TASK STATEMENT –
Among the records below, find each line bearing the word "建设大街" and copy it.

= = = = =

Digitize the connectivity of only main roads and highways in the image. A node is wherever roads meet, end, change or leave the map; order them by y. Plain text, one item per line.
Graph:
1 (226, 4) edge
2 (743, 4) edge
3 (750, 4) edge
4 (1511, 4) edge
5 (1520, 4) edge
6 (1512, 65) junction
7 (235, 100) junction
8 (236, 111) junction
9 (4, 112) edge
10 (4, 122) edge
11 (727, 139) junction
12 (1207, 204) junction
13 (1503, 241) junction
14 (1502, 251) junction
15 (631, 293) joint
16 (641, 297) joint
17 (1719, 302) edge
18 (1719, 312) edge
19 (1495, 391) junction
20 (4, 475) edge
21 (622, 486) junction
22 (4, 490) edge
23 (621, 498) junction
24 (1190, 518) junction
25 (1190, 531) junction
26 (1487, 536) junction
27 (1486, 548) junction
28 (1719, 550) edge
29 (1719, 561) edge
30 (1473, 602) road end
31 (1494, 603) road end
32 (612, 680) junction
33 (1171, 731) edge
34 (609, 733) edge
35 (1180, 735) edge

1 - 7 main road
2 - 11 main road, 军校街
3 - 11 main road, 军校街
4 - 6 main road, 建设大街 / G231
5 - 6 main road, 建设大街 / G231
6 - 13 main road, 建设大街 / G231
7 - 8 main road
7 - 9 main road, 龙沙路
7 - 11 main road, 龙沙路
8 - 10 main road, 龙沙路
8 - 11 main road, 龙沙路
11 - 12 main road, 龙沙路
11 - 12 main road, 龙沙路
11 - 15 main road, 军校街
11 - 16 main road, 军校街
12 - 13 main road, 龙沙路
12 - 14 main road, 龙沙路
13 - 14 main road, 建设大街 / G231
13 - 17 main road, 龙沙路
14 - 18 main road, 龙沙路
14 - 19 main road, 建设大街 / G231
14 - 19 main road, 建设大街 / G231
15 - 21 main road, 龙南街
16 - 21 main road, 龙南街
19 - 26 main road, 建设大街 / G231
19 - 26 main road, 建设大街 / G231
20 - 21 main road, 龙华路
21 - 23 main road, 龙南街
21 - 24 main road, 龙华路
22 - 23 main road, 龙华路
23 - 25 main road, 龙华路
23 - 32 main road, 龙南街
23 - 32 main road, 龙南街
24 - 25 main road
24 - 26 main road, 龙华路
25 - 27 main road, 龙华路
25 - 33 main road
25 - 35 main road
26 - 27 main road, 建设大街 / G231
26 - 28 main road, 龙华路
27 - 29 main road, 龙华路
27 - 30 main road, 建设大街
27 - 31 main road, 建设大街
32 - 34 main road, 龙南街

= = = = =

OUTPUT FOR THIS TASK –
4 - 6 main road, 建设大街 / G231
5 - 6 main road, 建设大街 / G231
6 - 13 main road, 建设大街 / G231
13 - 14 main road, 建设大街 / G231
14 - 19 main road, 建设大街 / G231
14 - 19 main road, 建设大街 / G231
19 - 26 main road, 建设大街 / G231
19 - 26 main road, 建设大街 / G231
26 - 27 main road, 建设大街 / G231
27 - 30 main road, 建设大街
27 - 31 main road, 建设大街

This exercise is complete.